Sapevano chi c’era a bordo? Come?

La logistica in una zona di guerra è cruciale, e difficilissima, e nella gestione della sicurezza un capitolo tra i più delicati è la riservatezza delle informazioni, muoversi con la minor visibilità possibile, far perdere le proprie tracce perché basta una voce, un sussurro, perché si dia corpo ad un progetto di rapimento. Su queste dinamiche, che potrebbero essere iniziate anche prima di quel 22 febbraio, servirà fare luce, se venisse dimostrato che tra quegli uomini ci sono realmente gli autori dell’agguato.

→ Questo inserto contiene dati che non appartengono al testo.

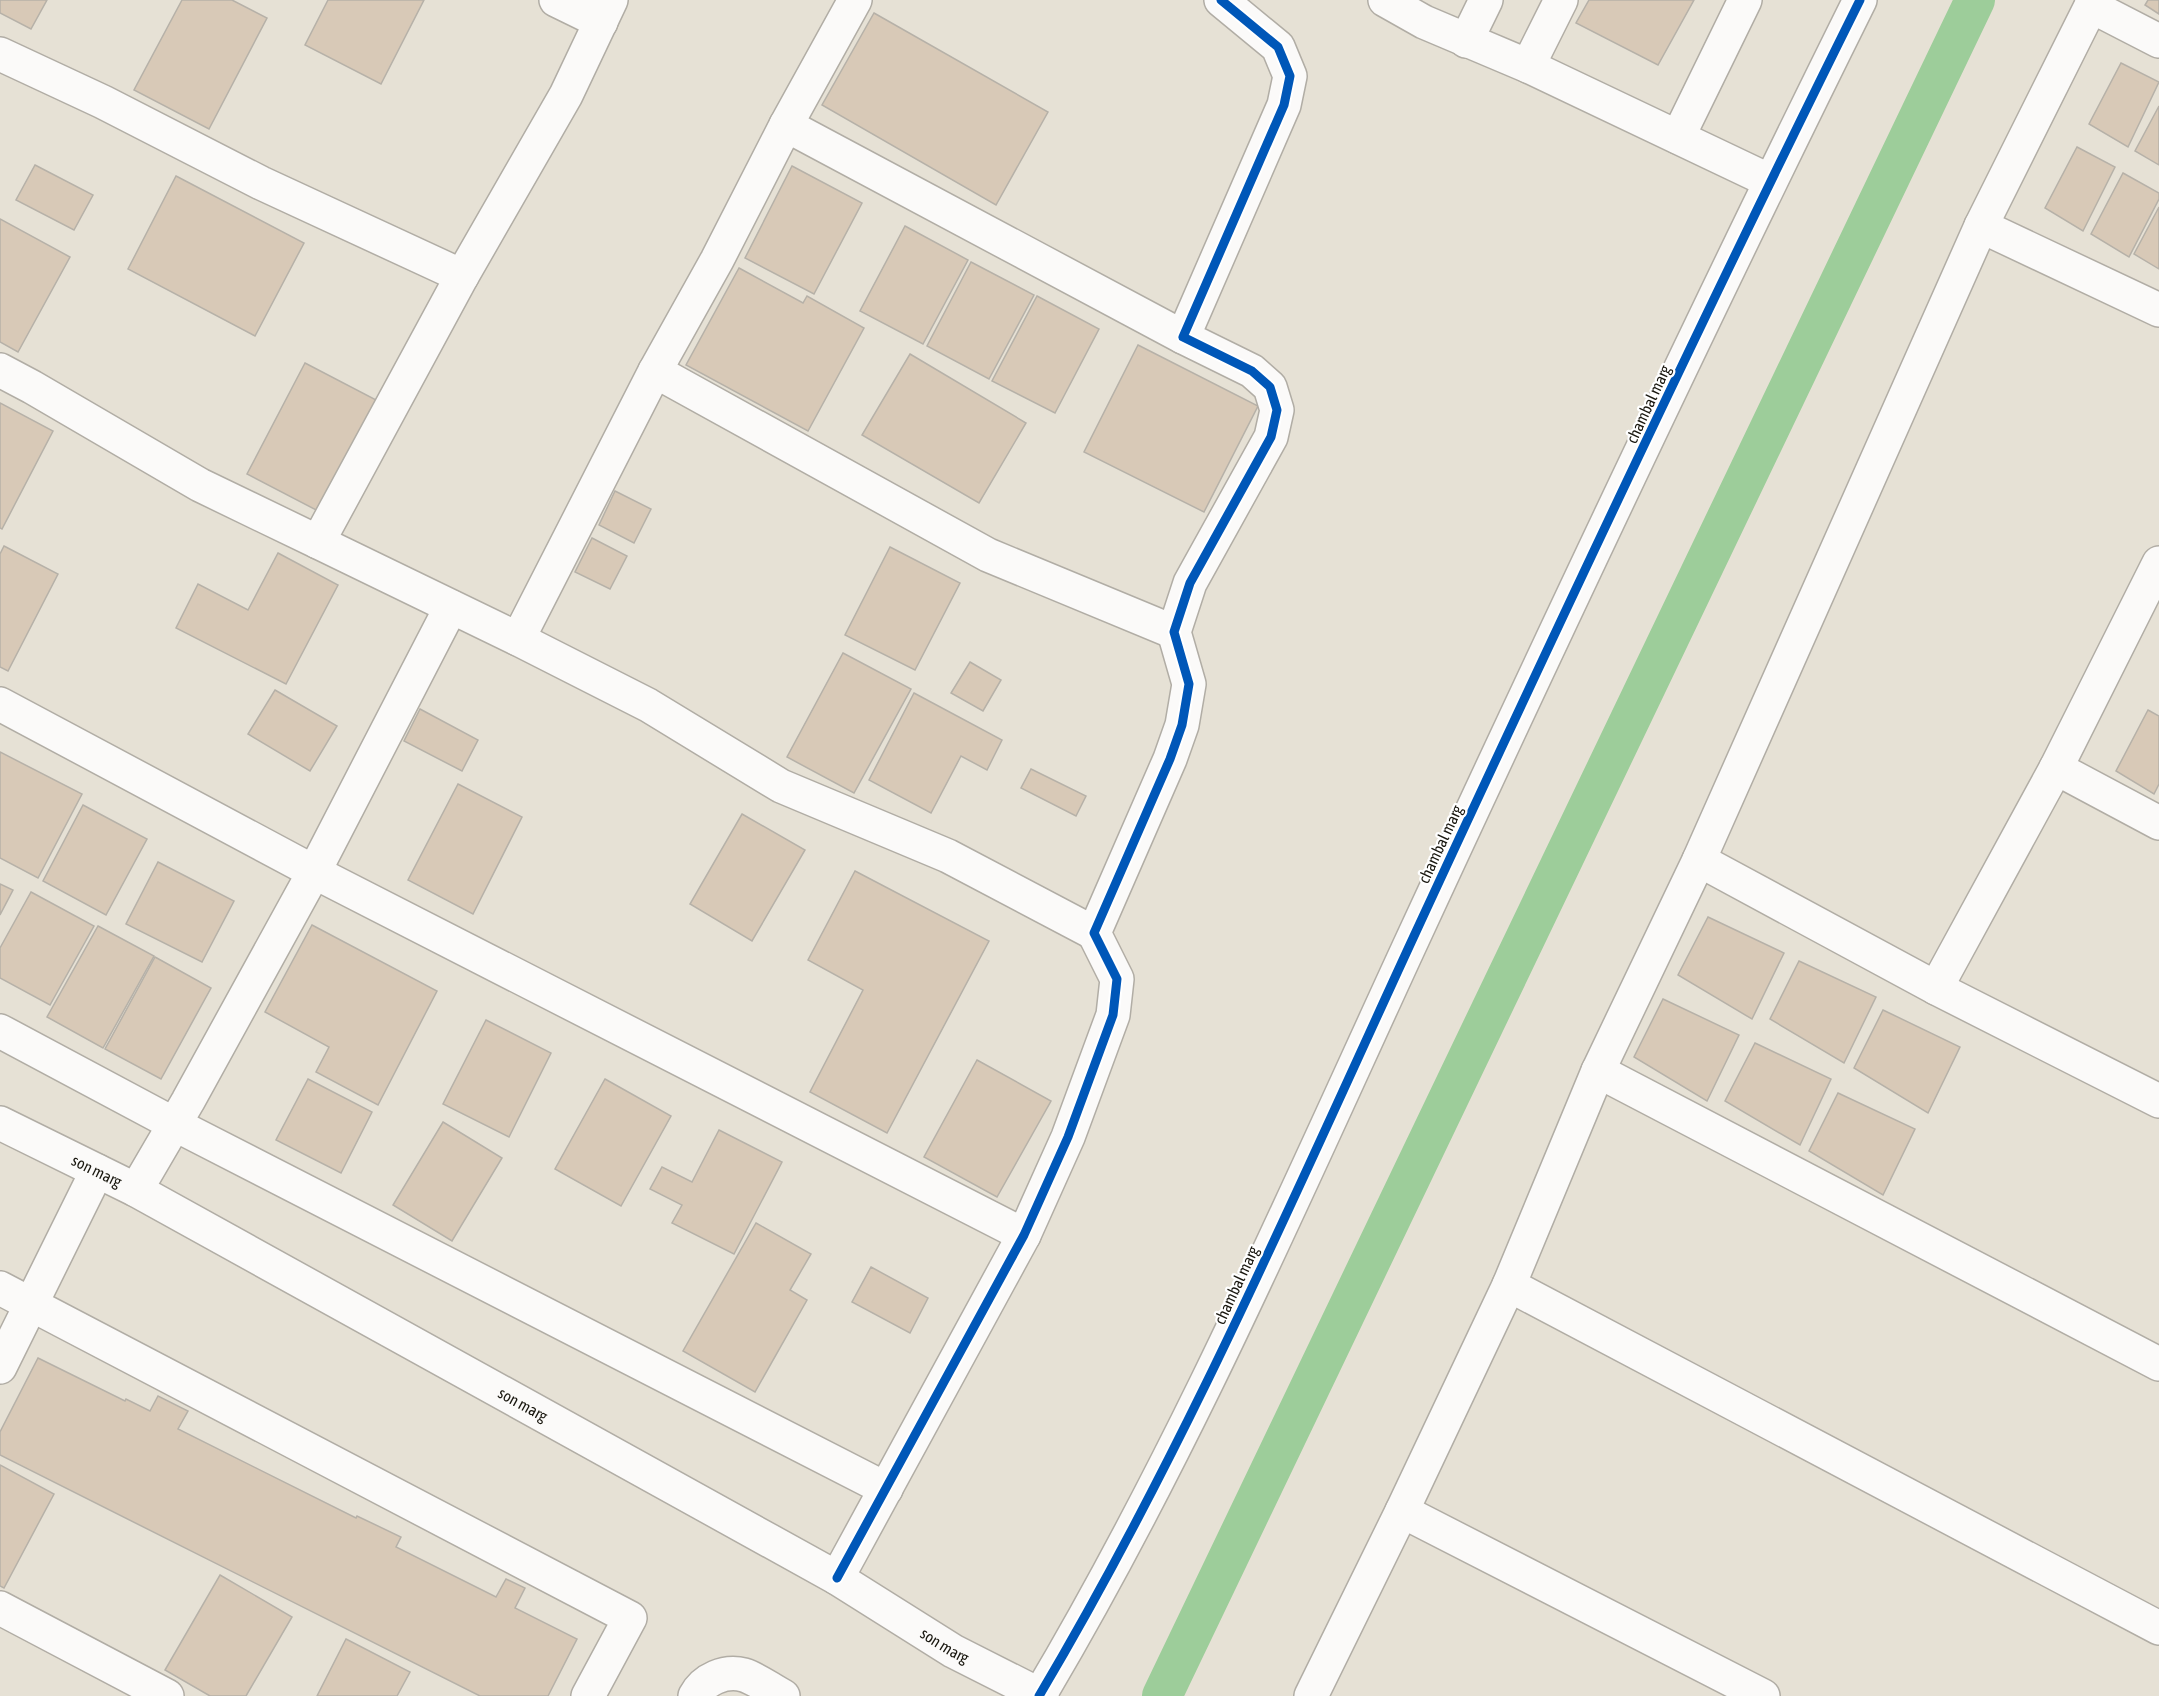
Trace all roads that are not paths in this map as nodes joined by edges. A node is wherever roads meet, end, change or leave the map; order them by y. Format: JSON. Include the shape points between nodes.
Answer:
{"nodes":[{"id":1,"x":556,"y":0,"type":"edge"},
{"id":2,"x":855,"y":0,"type":"edge"},
{"id":3,"x":1221,"y":0,"type":"edge"},
{"id":4,"x":1385,"y":0,"type":"edge"},
{"id":5,"x":1486,"y":0,"type":"edge"},
{"id":6,"x":1562,"y":0,"type":"edge"},
{"id":7,"x":1745,"y":0,"type":"edge"},
{"id":8,"x":1860,"y":0,"type":"edge"},
{"id":9,"x":2092,"y":3,"type":"edge"},
{"id":10,"x":606,"y":11,"type":"edge"},
{"id":11,"x":1466,"y":40,"type":"junction"},
{"id":12,"x":2159,"y":41,"type":"edge"},
{"id":13,"x":0,"y":54,"type":"edge"},
{"id":14,"x":1528,"y":66,"type":"junction"},
{"id":15,"x":786,"y":125,"type":"junction"},
{"id":16,"x":1678,"y":137,"type":"junction"},
{"id":17,"x":1770,"y":181,"type":"junction"},
{"id":18,"x":1981,"y":226,"type":"junction"},
{"id":19,"x":462,"y":276,"type":"junction"},
{"id":20,"x":2159,"y":310,"type":"edge"},
{"id":21,"x":1183,"y":337,"type":"junction"},
{"id":22,"x":0,"y":370,"type":"edge"},
{"id":23,"x":655,"y":371,"type":"junction"},
{"id":24,"x":318,"y":542,"type":"junction"},
{"id":25,"x":2158,"y":567,"type":"edge"},
{"id":26,"x":451,"y":607,"type":"junction"},
{"id":27,"x":1174,"y":632,"type":"junction"},
{"id":28,"x":518,"y":639,"type":"junction"},
{"id":29,"x":0,"y":704,"type":"edge"},
{"id":30,"x":2056,"y":768,"type":"junction"},
{"id":31,"x":2159,"y":823,"type":"edge"},
{"id":32,"x":1699,"y":860,"type":"junction"},
{"id":33,"x":314,"y":872,"type":"junction"},
{"id":34,"x":1094,"y":933,"type":"junction"},
{"id":35,"x":1936,"y":988,"type":"junction"},
{"id":36,"x":0,"y":1031,"type":"edge"},
{"id":37,"x":1598,"y":1071,"type":"junction"},
{"id":38,"x":2159,"y":1101,"type":"edge"},
{"id":39,"x":0,"y":1122,"type":"edge"},
{"id":40,"x":174,"y":1124,"type":"junction"},
{"id":41,"x":97,"y":1171,"type":"junction"},
{"id":42,"x":136,"y":1190,"type":"junction"},
{"id":43,"x":1024,"y":1235,"type":"junction"},
{"id":44,"x":1509,"y":1285,"type":"junction"},
{"id":45,"x":0,"y":1288,"type":"edge"},
{"id":46,"x":32,"y":1305,"type":"junction"},
{"id":47,"x":2159,"y":1364,"type":"edge"},
{"id":48,"x":0,"y":1367,"type":"edge"},
{"id":49,"x":886,"y":1489,"type":"junction"},
{"id":50,"x":1402,"y":1511,"type":"junction"},
{"id":51,"x":837,"y":1578,"type":"junction"},
{"id":52,"x":0,"y":1608,"type":"edge"},
{"id":53,"x":2159,"y":1628,"type":"edge"},
{"id":54,"x":167,"y":1696,"type":"edge"},
{"id":55,"x":588,"y":1696,"type":"edge"},
{"id":56,"x":695,"y":1696,"type":"edge"},
{"id":57,"x":783,"y":1696,"type":"edge"},
{"id":58,"x":1040,"y":1696,"type":"edge"},
{"id":59,"x":1311,"y":1696,"type":"edge"},
{"id":60,"x":1763,"y":1696,"type":"edge"}],
"edges":[{"from":1,"to":10,"type":"street"},
{"from":2,"to":15,"type":"street"},
{"from":3,"to":21,"type":"street","via":[[1278,47],[1290,76],[1284,105]]},
{"from":4,"to":11,"type":"street"},
{"from":5,"to":11,"type":"street"},
{"from":6,"to":14,"type":"street"},
{"from":7,"to":16,"type":"street"},
{"from":8,"to":17,"type":"street","name":"chambal marg"},
{"from":9,"to":12,"type":"street"},
{"from":9,"to":18,"type":"street"},
{"from":10,"to":19,"type":"street","via":[[566,95]]},
{"from":11,"to":14,"type":"street"},
{"from":13,"to":19,"type":"street","via":[[104,102],[261,183]]},
{"from":14,"to":16,"type":"street"},
{"from":15,"to":21,"type":"street"},
{"from":15,"to":23,"type":"street"},
{"from":16,"to":17,"type":"street"},
{"from":17,"to":58,"type":"street","name":"chambal marg","via":[[1243,1307],[1122,1551]]},
{"from":18,"to":20,"type":"street"},
{"from":18,"to":32,"type":"street"},
{"from":19,"to":24,"type":"street"},
{"from":21,"to":27,"type":"street","via":[[1252,371],[1270,387],[1277,410],[1270,437],[1190,583]]},
{"from":22,"to":24,"type":"street","via":[[200,485]]},
{"from":23,"to":27,"type":"street","via":[[988,555]]},
{"from":23,"to":28,"type":"street"},
{"from":24,"to":26,"type":"street"},
{"from":25,"to":30,"type":"street"},
{"from":26,"to":28,"type":"street"},
{"from":26,"to":33,"type":"street"},
{"from":27,"to":34,"type":"street","via":[[1189,684],[1182,725]]},
{"from":28,"to":34,"type":"street","via":[[648,705],[781,786],[948,856]]},
{"from":29,"to":33,"type":"street"},
{"from":30,"to":31,"type":"street"},
{"from":30,"to":35,"type":"street"},
{"from":32,"to":35,"type":"street"},
{"from":32,"to":37,"type":"street"},
{"from":33,"to":40,"type":"street"},
{"from":33,"to":43,"type":"street"},
{"from":34,"to":43,"type":"street","via":[[1118,979],[1113,1015],[1068,1137]]},
{"from":35,"to":38,"type":"street"},
{"from":36,"to":40,"type":"street"},
{"from":37,"to":44,"type":"street"},
{"from":37,"to":47,"type":"street"},
{"from":39,"to":41,"type":"street","name":"son marg"},
{"from":40,"to":42,"type":"street"},
{"from":40,"to":49,"type":"street"},
{"from":41,"to":42,"type":"street","name":"son marg"},
{"from":41,"to":46,"type":"street"},
{"from":42,"to":51,"type":"street","name":"son marg"},
{"from":43,"to":49,"type":"street"},
{"from":44,"to":50,"type":"street"},
{"from":44,"to":53,"type":"street"},
{"from":45,"to":46,"type":"street"},
{"from":46,"to":48,"type":"street"},
{"from":46,"to":55,"type":"street","via":[[630,1618]]},
{"from":49,"to":51,"type":"street"},
{"from":50,"to":59,"type":"street"},
{"from":50,"to":60,"type":"street"},
{"from":51,"to":58,"type":"street","name":"son marg","via":[[953,1650]]},
{"from":52,"to":54,"type":"street"},
{"from":56,"to":57,"type":"street","via":[[700,1686],[722,1674],[744,1675]]}]}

C’è un altro punto su cui si dovrebbe fare chiarezza: se è vero che potrebbe essere un gruppo di criminali comuni – che restano uomini armati fino ai denti, abituati a vivere in un paese in guerra dove è più facile comprare un kalashnikov che dell’acqua, e non semplici bande dedite al saccheggio –  non è detto che questi non avessero contatti con realtà più strutturate in una rete di relazioni, nella galassia dei diversi gruppi armati, che è tutt’altro che semplice da dipanare.

Restano i dubbi. Sull’identità degli autori, sulle dinamiche, sulle procedure che avrebbero dovuto minimizzare i rischi.
A quanto si apprende, le autorità militari vorrebbero un processo pubblico per i sospettati.  Accertare la verità è un atto di giustizia per chi ha perso la vita in quel giorno di febbraio e per le loro famiglie, ma è anche necessario per costruire la pace, perché la guerra si nutre dell’impunità.